Find every line below with the word "than" in it, and copy each one.

(Records for the exercise)
Segment Open

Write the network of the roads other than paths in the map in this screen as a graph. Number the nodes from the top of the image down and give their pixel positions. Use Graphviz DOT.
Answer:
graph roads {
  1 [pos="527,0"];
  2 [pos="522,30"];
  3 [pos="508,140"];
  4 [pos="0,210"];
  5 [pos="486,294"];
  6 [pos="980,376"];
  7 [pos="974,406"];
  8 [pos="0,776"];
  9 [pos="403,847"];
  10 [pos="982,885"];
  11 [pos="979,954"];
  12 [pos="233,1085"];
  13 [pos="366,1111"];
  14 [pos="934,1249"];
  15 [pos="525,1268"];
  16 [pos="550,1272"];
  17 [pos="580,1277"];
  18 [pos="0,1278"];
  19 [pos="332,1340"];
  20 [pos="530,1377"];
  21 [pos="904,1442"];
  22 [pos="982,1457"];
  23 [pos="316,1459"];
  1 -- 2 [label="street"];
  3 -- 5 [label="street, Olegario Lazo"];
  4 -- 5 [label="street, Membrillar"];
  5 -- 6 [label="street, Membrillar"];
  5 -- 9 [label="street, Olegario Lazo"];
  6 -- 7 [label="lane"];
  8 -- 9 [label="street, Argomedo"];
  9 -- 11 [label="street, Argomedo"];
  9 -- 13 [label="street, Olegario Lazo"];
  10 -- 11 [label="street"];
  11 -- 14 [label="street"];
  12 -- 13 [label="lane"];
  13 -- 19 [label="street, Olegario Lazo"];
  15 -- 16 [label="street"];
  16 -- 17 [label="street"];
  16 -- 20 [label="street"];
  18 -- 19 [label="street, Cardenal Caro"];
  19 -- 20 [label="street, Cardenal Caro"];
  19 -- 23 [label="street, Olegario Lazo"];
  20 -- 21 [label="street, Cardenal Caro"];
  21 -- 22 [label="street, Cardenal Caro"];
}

Segment Closed
Segment Open

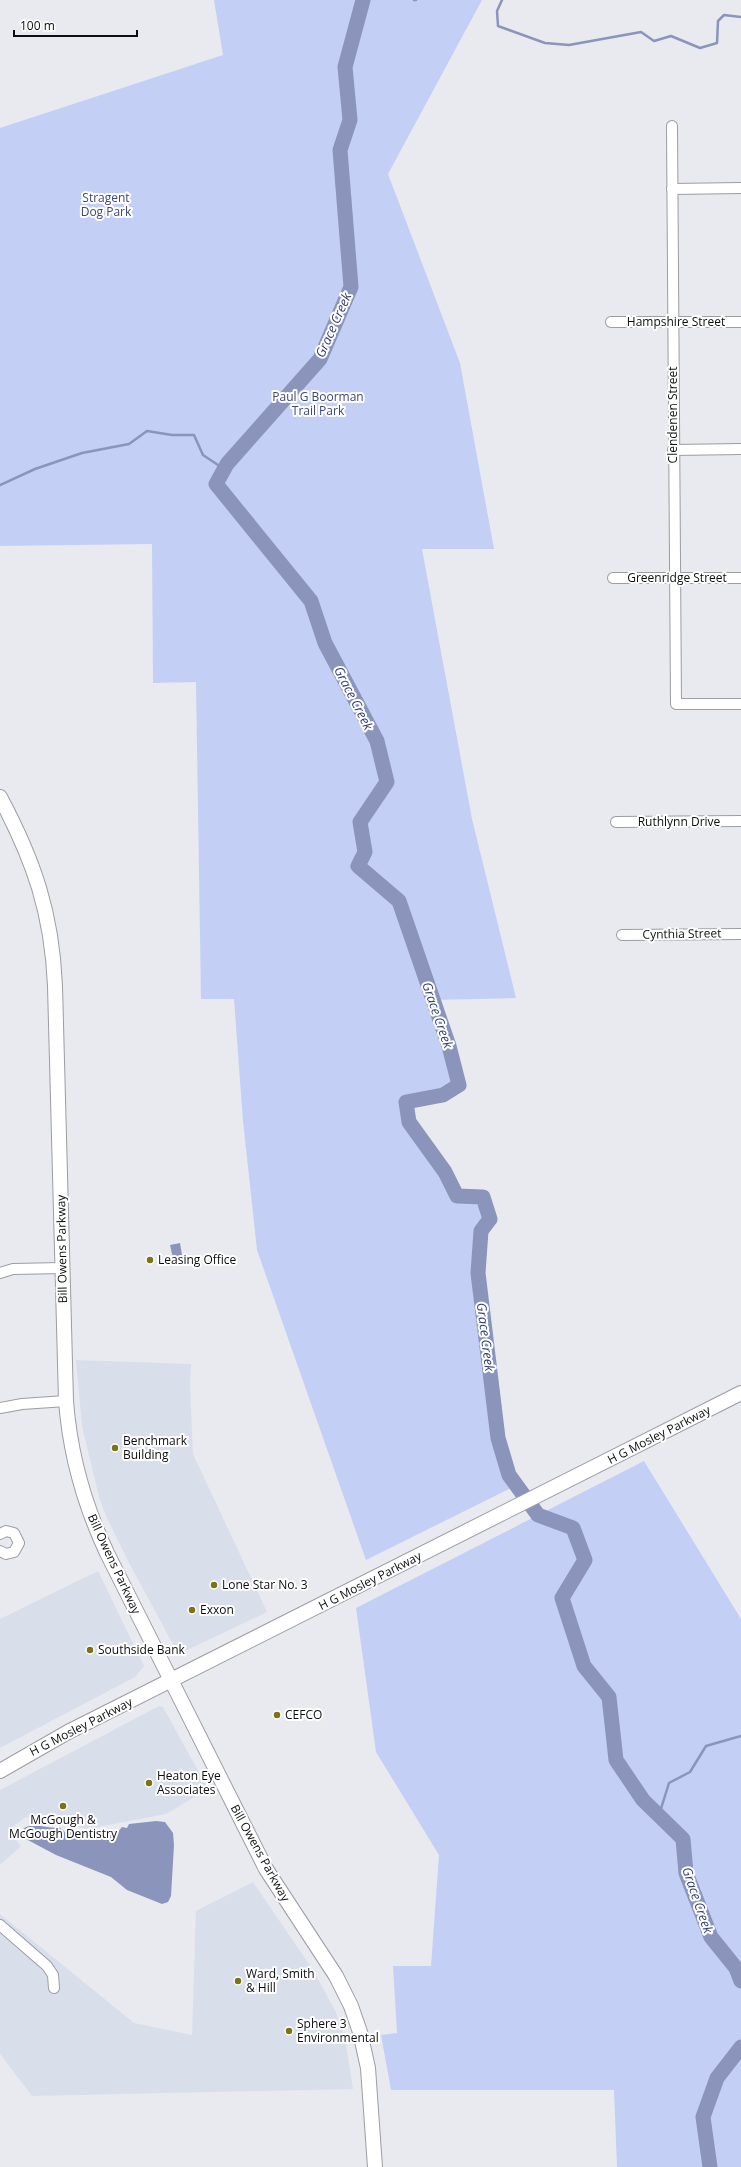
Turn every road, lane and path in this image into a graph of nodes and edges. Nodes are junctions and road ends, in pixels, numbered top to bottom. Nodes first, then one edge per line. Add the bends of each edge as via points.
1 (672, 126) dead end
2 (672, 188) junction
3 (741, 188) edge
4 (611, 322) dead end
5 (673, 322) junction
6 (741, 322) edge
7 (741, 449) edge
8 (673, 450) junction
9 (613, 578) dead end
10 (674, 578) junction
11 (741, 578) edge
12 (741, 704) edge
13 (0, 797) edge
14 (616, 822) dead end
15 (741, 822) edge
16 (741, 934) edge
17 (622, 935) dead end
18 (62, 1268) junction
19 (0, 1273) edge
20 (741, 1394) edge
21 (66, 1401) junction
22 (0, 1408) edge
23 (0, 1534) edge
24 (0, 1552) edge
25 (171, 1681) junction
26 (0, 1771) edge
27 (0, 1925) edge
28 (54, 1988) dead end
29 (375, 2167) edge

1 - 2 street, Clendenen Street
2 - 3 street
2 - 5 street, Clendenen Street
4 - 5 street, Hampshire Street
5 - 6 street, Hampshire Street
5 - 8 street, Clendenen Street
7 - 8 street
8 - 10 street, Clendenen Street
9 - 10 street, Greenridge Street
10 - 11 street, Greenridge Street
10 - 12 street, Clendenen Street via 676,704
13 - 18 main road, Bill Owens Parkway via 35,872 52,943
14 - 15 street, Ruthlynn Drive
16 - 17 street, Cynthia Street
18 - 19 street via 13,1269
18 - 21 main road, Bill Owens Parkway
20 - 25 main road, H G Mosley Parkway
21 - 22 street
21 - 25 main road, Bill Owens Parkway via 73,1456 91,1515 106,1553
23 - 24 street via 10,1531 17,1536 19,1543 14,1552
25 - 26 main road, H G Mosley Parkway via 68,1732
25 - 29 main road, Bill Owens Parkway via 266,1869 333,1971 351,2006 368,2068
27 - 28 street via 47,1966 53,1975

Segment Closed
Segment Open

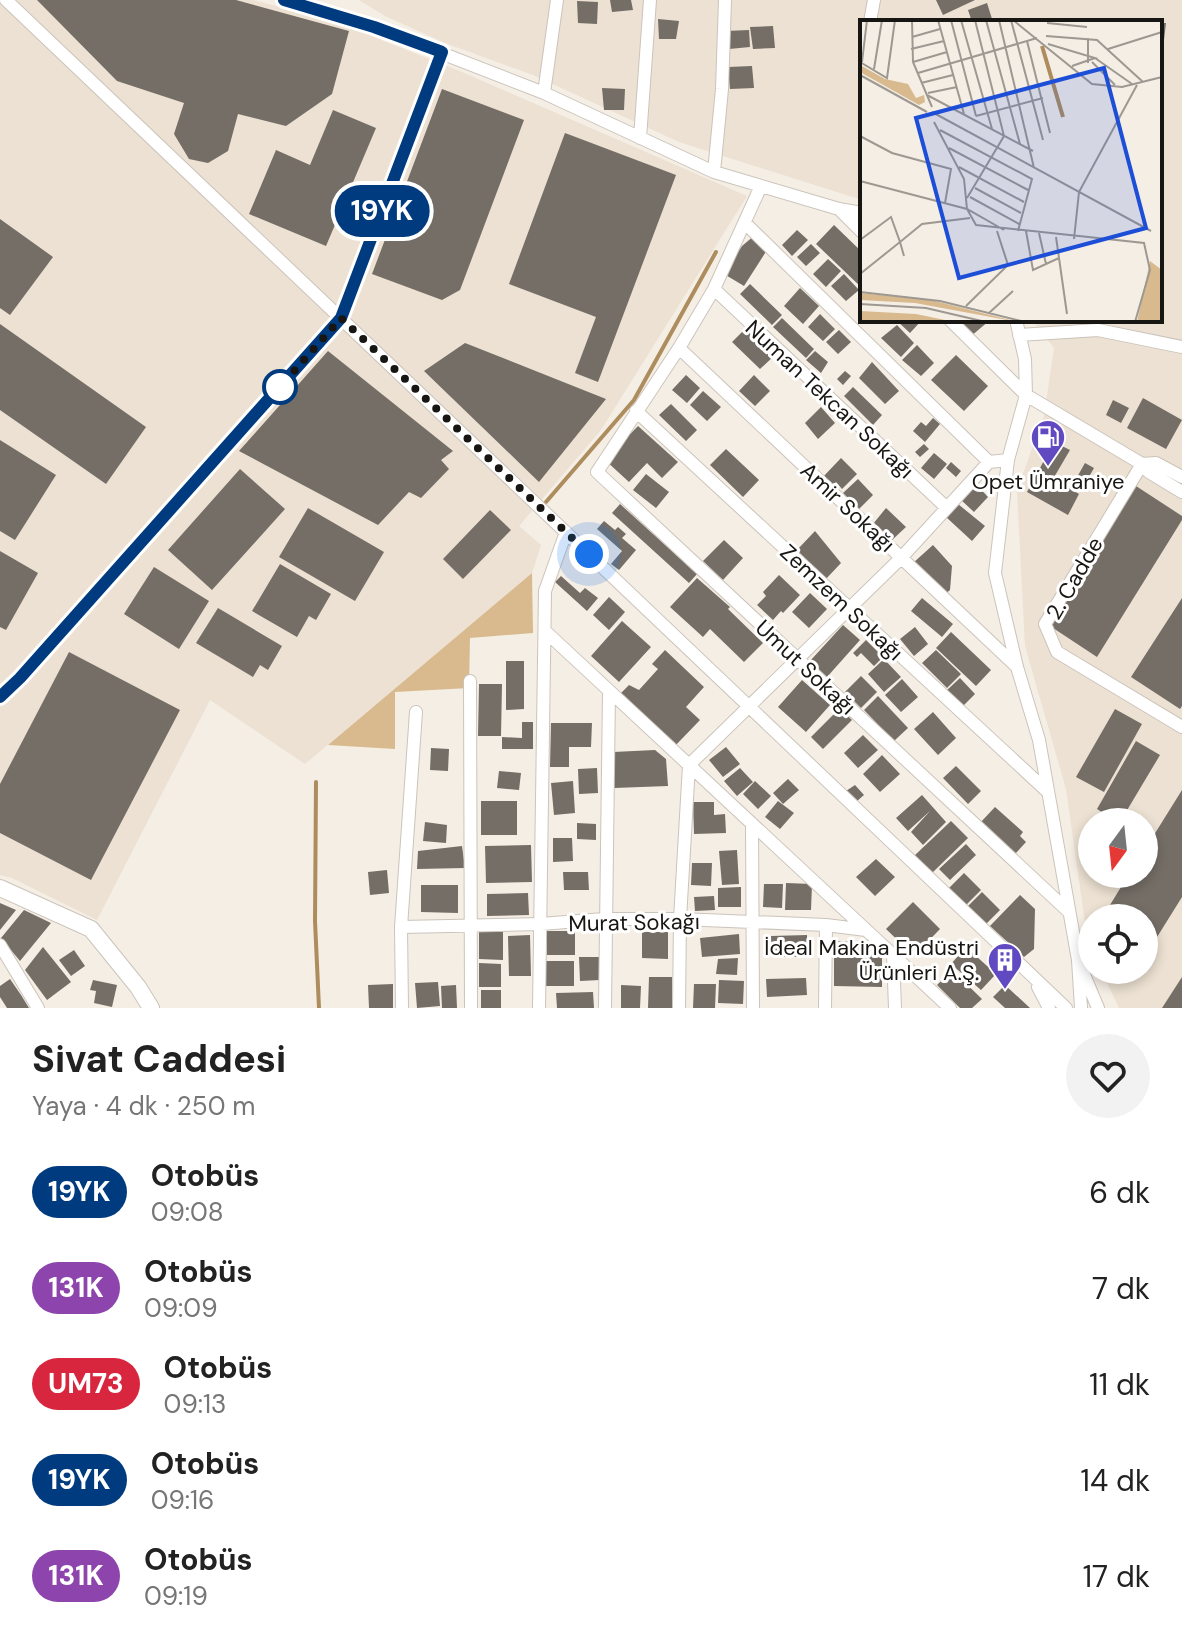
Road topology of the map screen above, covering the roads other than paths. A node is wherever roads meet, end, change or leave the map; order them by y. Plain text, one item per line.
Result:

Segment Closed

(Answer to this task)
Write the network of the roads other than paths in the map in this screen as a graph. Number the nodes from the top of the image down and give their pixel positions. Use Graphviz DOT.
Road topology of the map screen above, covering the roads other than paths. A node is wherever roads meet, end, change or leave the map; order them by y. Plain text, one item per line.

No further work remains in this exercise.